Davide Tosi, professore associato dell’università dell’Insubria e autore di studi su scuola e pandemia, dice invece a Open che un errore da non ripetere riguarda proprio le scuole: l’anno scorso abbiamo imparato che gli istituti scolastici sono veicoli di trasmissione del virus e che non tenerne conto a sufficienza può rivelarsi un errore molto grave: «Ci siamo crogiolati sulla convinzione che fossero sicure ma a settembre e ottobre 2020 ci siamo accorti del contrario. Oggi stiamo facendo lo stesso sbaglio, anche se la protezione dei vaccini ci ha aiutato. Quest’anno bisognerebbe stare più attenti ma il nuovo protocollo allenta ancora di più le maglie sulla scuola, nonostante tutte le pubblicazioni scientifiche dicano che le scuole sono booster di contagio. Non bisogna sottovalutare la questione scuola e le regole di responsabilità individuale e collettiva: mascherine, distanziamento, evitare grandi cene e feste anche se si è vaccinati».
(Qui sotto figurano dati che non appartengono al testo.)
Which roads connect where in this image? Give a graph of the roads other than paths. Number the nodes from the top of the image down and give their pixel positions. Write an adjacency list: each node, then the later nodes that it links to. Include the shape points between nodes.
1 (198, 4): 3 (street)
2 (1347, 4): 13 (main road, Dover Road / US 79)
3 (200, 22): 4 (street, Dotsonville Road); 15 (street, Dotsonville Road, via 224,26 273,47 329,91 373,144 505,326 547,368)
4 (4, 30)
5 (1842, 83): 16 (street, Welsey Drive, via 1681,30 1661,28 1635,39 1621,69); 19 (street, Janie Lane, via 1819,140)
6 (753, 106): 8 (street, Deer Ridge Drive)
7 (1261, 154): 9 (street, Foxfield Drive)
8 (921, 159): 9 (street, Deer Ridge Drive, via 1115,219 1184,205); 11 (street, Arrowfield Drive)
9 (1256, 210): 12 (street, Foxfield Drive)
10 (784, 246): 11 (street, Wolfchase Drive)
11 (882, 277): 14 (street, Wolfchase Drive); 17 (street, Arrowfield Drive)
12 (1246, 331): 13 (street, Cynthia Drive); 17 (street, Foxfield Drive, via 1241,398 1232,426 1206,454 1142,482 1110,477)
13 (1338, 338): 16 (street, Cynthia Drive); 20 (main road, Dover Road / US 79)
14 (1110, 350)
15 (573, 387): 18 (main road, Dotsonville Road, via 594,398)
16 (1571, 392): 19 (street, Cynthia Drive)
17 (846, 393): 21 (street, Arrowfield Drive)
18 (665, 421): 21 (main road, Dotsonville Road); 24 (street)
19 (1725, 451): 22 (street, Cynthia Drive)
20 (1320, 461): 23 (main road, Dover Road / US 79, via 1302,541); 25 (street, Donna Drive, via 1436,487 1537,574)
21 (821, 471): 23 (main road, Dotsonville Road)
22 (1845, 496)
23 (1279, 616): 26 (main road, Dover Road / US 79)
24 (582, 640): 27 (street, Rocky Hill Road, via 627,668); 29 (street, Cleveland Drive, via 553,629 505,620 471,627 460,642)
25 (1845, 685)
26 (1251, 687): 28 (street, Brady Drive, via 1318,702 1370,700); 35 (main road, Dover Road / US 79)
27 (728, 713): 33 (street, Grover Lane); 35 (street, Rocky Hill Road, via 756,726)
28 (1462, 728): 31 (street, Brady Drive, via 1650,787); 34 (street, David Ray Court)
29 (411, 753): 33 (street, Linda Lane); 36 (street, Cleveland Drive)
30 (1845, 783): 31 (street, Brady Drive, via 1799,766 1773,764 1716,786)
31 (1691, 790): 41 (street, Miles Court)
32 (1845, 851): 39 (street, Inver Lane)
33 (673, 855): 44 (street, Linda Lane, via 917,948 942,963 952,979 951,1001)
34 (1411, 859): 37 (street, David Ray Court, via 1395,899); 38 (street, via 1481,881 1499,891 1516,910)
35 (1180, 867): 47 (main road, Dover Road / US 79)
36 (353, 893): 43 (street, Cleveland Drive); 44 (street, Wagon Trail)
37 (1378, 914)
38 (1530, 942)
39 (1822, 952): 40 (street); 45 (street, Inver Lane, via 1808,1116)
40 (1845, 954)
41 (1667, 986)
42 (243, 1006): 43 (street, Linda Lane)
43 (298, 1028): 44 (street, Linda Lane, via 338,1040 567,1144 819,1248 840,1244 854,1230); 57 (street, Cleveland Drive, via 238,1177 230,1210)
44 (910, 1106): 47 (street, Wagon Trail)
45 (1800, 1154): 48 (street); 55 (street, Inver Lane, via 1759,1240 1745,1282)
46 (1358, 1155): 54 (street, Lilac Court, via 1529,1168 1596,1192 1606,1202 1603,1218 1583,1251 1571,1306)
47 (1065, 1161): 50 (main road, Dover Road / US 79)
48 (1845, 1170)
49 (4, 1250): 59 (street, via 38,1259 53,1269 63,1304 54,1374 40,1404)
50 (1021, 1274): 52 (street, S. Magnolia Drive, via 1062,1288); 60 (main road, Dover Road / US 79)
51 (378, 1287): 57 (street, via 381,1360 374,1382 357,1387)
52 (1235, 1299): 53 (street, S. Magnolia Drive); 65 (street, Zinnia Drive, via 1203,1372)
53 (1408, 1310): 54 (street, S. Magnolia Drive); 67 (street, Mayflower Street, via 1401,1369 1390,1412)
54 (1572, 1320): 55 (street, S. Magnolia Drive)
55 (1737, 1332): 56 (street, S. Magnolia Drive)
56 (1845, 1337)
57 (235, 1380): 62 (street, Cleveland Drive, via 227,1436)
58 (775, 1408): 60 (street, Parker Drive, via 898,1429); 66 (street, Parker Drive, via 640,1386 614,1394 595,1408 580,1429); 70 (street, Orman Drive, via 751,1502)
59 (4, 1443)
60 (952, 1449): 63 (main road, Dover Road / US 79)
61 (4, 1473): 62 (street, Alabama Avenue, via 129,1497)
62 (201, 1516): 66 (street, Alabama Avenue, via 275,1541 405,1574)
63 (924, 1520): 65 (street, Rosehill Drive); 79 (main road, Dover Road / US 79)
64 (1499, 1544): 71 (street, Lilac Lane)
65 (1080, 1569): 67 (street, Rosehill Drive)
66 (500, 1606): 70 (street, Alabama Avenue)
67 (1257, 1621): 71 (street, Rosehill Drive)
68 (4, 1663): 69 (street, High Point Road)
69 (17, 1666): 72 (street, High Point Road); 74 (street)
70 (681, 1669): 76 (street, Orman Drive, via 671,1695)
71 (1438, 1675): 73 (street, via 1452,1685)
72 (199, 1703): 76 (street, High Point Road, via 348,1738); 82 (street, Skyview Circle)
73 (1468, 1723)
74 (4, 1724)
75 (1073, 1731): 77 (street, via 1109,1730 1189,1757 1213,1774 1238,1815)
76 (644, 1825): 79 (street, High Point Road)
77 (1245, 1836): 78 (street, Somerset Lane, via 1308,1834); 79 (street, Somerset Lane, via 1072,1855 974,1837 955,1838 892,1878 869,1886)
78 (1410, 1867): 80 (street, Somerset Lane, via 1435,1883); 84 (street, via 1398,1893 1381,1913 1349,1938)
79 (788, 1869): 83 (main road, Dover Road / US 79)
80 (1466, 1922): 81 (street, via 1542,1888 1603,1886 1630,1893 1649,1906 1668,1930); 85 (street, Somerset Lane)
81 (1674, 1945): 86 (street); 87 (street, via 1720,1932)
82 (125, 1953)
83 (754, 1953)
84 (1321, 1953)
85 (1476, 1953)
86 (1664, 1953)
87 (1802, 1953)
Assembramenti e ordine pubblico

Infine c’è il problema degli assembramenti e dell’ordine pubblico. Prima di tutto nelle piazze. Girolamo Lacquaniti, portavoce dell’Associazione Nazionale Funzionari di Polizia, spiega a Open che tutto dipenderà dalla capacità delle diverse Regioni di mantenere la colorazione bianca: «Noi dobbiamo avere chiaro che occorre il rispetto delle norme, ma con buonsenso: saremo equilibrati, né morbidi né duri. E questo, come abbiamo visto nelle manifestazioni dell’ultimo week end dopo la circolare Lamorgese, vuol dire che tra chi scende in piazza c’è chi è ragionevole e chi ha tentato di infrangere le norme ed è stato bloccato. La nostra posizione è che noi non siamo per la ‘tolleranza zero’, che evoca scenari pericolosi. Non è da persone intelligenti. Ma questo non vuole dire che faremo finta di non vedere. Ci vuole il rispetto della norme e le forze dell’ordine lo garantiranno, ma senza essere robot».

Ma sarà necessario vigilare sul rispetto delle regole anche nella vita di tutti i giorni. Specialmente a Natale, quando tra shopping e festività gli assembramenti sono all’ordine del giorno. «L’assembramento non può essere prevenuto dalla polizia. Ci vuole l’intervento degli enti locali. Per esempio a Verona hanno cominciato a istituire i sensi unici pedonali. Questo facilita anche l’azione della polizia, perché altrimenti in una via con diversi negozi a chi devo dire ‘distanziatevi’? A chi dico ‘restate a casa’? Servirebbe un poliziotto a ogni incrocio. Alle forze dell’ordine devono essere dati ordini attuabili, ‘ad impossibilia nemo tenetur‘», conclude Lacquaniti: «I Comuni si devono attrezzare, per esempio con i contapersone. Fondamentale è l’organizzazione, altrimenti per noi il lavoro diventa impossibile».